* [Action item] Would you restate the entries below exactly, keeping every line?

* [Data provided]
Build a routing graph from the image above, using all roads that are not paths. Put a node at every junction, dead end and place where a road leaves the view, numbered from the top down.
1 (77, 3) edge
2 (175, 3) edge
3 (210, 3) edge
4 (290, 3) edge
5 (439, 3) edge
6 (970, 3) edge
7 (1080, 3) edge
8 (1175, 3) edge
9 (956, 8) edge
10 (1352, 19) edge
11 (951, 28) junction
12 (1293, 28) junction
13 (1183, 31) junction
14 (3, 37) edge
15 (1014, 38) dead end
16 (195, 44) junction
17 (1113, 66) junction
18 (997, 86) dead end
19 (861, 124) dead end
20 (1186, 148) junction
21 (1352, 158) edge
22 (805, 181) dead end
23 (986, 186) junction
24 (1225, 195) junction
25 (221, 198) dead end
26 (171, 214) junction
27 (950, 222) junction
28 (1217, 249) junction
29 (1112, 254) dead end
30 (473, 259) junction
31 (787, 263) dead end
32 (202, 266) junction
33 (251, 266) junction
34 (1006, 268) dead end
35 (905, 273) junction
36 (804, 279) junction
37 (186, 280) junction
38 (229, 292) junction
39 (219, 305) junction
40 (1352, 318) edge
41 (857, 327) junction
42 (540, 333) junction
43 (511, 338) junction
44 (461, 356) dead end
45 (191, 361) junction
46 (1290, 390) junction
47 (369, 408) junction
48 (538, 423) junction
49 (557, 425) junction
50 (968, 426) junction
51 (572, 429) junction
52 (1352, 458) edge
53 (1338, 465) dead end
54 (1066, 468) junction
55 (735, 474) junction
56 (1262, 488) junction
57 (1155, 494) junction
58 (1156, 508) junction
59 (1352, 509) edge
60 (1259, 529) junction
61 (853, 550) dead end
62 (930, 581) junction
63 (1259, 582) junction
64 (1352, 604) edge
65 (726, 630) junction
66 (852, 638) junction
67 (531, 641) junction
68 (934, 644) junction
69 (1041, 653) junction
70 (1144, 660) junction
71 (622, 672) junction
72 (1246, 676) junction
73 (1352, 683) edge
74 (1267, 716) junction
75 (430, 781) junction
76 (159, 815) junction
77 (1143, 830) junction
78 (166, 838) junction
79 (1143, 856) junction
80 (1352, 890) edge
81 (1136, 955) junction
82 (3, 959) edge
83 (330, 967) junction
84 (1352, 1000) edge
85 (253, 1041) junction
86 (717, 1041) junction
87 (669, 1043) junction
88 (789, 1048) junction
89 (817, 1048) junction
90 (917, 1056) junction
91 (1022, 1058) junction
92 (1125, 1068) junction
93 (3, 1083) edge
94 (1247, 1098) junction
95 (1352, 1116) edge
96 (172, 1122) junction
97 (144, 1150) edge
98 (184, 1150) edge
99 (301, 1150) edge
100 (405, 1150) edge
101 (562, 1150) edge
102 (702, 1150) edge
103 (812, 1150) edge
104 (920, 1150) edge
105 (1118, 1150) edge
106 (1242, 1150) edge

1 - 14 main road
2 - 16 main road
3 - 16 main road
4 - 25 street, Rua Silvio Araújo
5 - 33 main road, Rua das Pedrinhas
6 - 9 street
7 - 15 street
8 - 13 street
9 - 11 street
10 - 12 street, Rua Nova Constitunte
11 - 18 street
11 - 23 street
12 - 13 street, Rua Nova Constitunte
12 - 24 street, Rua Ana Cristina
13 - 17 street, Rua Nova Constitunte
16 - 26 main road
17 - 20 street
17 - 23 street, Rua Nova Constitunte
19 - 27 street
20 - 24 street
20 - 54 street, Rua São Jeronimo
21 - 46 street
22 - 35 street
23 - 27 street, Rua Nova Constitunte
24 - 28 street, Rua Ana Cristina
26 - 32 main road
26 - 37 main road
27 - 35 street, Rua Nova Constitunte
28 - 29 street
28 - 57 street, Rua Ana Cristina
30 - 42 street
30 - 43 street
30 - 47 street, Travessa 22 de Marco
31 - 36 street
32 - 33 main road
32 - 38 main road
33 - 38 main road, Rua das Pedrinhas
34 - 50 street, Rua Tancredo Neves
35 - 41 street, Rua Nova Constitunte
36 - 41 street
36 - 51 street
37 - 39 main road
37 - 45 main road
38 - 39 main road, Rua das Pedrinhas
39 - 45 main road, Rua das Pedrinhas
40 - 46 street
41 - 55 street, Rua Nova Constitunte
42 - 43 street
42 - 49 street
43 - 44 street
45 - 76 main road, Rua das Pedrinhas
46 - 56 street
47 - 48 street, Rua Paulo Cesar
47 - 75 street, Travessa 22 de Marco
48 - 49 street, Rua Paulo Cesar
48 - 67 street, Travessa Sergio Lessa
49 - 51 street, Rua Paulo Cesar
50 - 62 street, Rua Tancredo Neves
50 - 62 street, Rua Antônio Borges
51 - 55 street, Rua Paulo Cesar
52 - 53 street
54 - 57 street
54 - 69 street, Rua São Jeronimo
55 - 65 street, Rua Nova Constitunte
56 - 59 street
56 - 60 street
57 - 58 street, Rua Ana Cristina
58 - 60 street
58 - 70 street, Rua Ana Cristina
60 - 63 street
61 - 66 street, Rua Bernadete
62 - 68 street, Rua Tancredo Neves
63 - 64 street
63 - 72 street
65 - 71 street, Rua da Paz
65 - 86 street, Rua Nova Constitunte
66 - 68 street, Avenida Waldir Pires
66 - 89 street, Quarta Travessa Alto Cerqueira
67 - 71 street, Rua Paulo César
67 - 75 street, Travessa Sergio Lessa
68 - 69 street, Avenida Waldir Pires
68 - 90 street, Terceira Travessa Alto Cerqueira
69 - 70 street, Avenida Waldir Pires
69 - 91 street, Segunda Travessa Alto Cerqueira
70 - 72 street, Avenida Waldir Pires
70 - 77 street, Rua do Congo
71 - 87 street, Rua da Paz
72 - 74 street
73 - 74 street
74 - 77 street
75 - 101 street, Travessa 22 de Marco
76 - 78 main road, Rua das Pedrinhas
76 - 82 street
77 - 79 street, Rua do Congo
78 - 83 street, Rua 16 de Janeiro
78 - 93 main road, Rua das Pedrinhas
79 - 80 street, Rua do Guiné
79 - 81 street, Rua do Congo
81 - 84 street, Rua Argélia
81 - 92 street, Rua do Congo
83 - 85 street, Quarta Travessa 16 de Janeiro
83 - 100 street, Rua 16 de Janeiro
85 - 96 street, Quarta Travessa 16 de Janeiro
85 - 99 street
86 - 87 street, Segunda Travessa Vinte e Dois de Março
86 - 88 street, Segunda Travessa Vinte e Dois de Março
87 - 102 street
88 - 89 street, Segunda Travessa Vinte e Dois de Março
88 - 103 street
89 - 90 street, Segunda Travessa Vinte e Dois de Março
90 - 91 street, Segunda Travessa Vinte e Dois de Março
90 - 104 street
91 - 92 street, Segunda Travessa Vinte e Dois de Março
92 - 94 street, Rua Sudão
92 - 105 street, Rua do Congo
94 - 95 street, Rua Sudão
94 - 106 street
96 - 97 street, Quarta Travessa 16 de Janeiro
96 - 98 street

* [Response area]
Build a routing graph from the image above, using all roads that are not paths. Put a node at every junction, dead end and place where a road leaves the view, numbered from the top down.
1 (77, 3) edge
2 (175, 3) edge
3 (210, 3) edge
4 (290, 3) edge
5 (439, 3) edge
6 (970, 3) edge
7 (1080, 3) edge
8 (1175, 3) edge
9 (956, 8) edge
10 (1352, 19) edge
11 (951, 28) junction
12 (1293, 28) junction
13 (1183, 31) junction
14 (3, 37) edge
15 (1014, 38) dead end
16 (195, 44) junction
17 (1113, 66) junction
18 (997, 86) dead end
19 (861, 124) dead end
20 (1186, 148) junction
21 (1352, 158) edge
22 (805, 181) dead end
23 (986, 186) junction
24 (1225, 195) junction
25 (221, 198) dead end
26 (171, 214) junction
27 (950, 222) junction
28 (1217, 249) junction
29 (1112, 254) dead end
30 (473, 259) junction
31 (787, 263) dead end
32 (202, 266) junction
33 (251, 266) junction
34 (1006, 268) dead end
35 (905, 273) junction
36 (804, 279) junction
37 (186, 280) junction
38 (229, 292) junction
39 (219, 305) junction
40 (1352, 318) edge
41 (857, 327) junction
42 (540, 333) junction
43 (511, 338) junction
44 (461, 356) dead end
45 (191, 361) junction
46 (1290, 390) junction
47 (369, 408) junction
48 (538, 423) junction
49 (557, 425) junction
50 (968, 426) junction
51 (572, 429) junction
52 (1352, 458) edge
53 (1338, 465) dead end
54 (1066, 468) junction
55 (735, 474) junction
56 (1262, 488) junction
57 (1155, 494) junction
58 (1156, 508) junction
59 (1352, 509) edge
60 (1259, 529) junction
61 (853, 550) dead end
62 (930, 581) junction
63 (1259, 582) junction
64 (1352, 604) edge
65 (726, 630) junction
66 (852, 638) junction
67 (531, 641) junction
68 (934, 644) junction
69 (1041, 653) junction
70 (1144, 660) junction
71 (622, 672) junction
72 (1246, 676) junction
73 (1352, 683) edge
74 (1267, 716) junction
75 (430, 781) junction
76 (159, 815) junction
77 (1143, 830) junction
78 (166, 838) junction
79 (1143, 856) junction
80 (1352, 890) edge
81 (1136, 955) junction
82 (3, 959) edge
83 (330, 967) junction
84 (1352, 1000) edge
85 (253, 1041) junction
86 (717, 1041) junction
87 (669, 1043) junction
88 (789, 1048) junction
89 (817, 1048) junction
90 (917, 1056) junction
91 (1022, 1058) junction
92 (1125, 1068) junction
93 (3, 1083) edge
94 (1247, 1098) junction
95 (1352, 1116) edge
96 (172, 1122) junction
97 (144, 1150) edge
98 (184, 1150) edge
99 (301, 1150) edge
100 (405, 1150) edge
101 (562, 1150) edge
102 (702, 1150) edge
103 (812, 1150) edge
104 (920, 1150) edge
105 (1118, 1150) edge
106 (1242, 1150) edge

1 - 14 main road
2 - 16 main road
3 - 16 main road
4 - 25 street, Rua Silvio Araújo
5 - 33 main road, Rua das Pedrinhas
6 - 9 street
7 - 15 street
8 - 13 street
9 - 11 street
10 - 12 street, Rua Nova Constitunte
11 - 18 street
11 - 23 street
12 - 13 street, Rua Nova Constitunte
12 - 24 street, Rua Ana Cristina
13 - 17 street, Rua Nova Constitunte
16 - 26 main road
17 - 20 street
17 - 23 street, Rua Nova Constitunte
19 - 27 street
20 - 24 street
20 - 54 street, Rua São Jeronimo
21 - 46 street
22 - 35 street
23 - 27 street, Rua Nova Constitunte
24 - 28 street, Rua Ana Cristina
26 - 32 main road
26 - 37 main road
27 - 35 street, Rua Nova Constitunte
28 - 29 street
28 - 57 street, Rua Ana Cristina
30 - 42 street
30 - 43 street
30 - 47 street, Travessa 22 de Marco
31 - 36 street
32 - 33 main road
32 - 38 main road
33 - 38 main road, Rua das Pedrinhas
34 - 50 street, Rua Tancredo Neves
35 - 41 street, Rua Nova Constitunte
36 - 41 street
36 - 51 street
37 - 39 main road
37 - 45 main road
38 - 39 main road, Rua das Pedrinhas
39 - 45 main road, Rua das Pedrinhas
40 - 46 street
41 - 55 street, Rua Nova Constitunte
42 - 43 street
42 - 49 street
43 - 44 street
45 - 76 main road, Rua das Pedrinhas
46 - 56 street
47 - 48 street, Rua Paulo Cesar
47 - 75 street, Travessa 22 de Marco
48 - 49 street, Rua Paulo Cesar
48 - 67 street, Travessa Sergio Lessa
49 - 51 street, Rua Paulo Cesar
50 - 62 street, Rua Tancredo Neves
50 - 62 street, Rua Antônio Borges
51 - 55 street, Rua Paulo Cesar
52 - 53 street
54 - 57 street
54 - 69 street, Rua São Jeronimo
55 - 65 street, Rua Nova Constitunte
56 - 59 street
56 - 60 street
57 - 58 street, Rua Ana Cristina
58 - 60 street
58 - 70 street, Rua Ana Cristina
60 - 63 street
61 - 66 street, Rua Bernadete
62 - 68 street, Rua Tancredo Neves
63 - 64 street
63 - 72 street
65 - 71 street, Rua da Paz
65 - 86 street, Rua Nova Constitunte
66 - 68 street, Avenida Waldir Pires
66 - 89 street, Quarta Travessa Alto Cerqueira
67 - 71 street, Rua Paulo César
67 - 75 street, Travessa Sergio Lessa
68 - 69 street, Avenida Waldir Pires
68 - 90 street, Terceira Travessa Alto Cerqueira
69 - 70 street, Avenida Waldir Pires
69 - 91 street, Segunda Travessa Alto Cerqueira
70 - 72 street, Avenida Waldir Pires
70 - 77 street, Rua do Congo
71 - 87 street, Rua da Paz
72 - 74 street
73 - 74 street
74 - 77 street
75 - 101 street, Travessa 22 de Marco
76 - 78 main road, Rua das Pedrinhas
76 - 82 street
77 - 79 street, Rua do Congo
78 - 83 street, Rua 16 de Janeiro
78 - 93 main road, Rua das Pedrinhas
79 - 80 street, Rua do Guiné
79 - 81 street, Rua do Congo
81 - 84 street, Rua Argélia
81 - 92 street, Rua do Congo
83 - 85 street, Quarta Travessa 16 de Janeiro
83 - 100 street, Rua 16 de Janeiro
85 - 96 street, Quarta Travessa 16 de Janeiro
85 - 99 street
86 - 87 street, Segunda Travessa Vinte e Dois de Março
86 - 88 street, Segunda Travessa Vinte e Dois de Março
87 - 102 street
88 - 89 street, Segunda Travessa Vinte e Dois de Março
88 - 103 street
89 - 90 street, Segunda Travessa Vinte e Dois de Março
90 - 91 street, Segunda Travessa Vinte e Dois de Março
90 - 104 street
91 - 92 street, Segunda Travessa Vinte e Dois de Março
92 - 94 street, Rua Sudão
92 - 105 street, Rua do Congo
94 - 95 street, Rua Sudão
94 - 106 street
96 - 97 street, Quarta Travessa 16 de Janeiro
96 - 98 street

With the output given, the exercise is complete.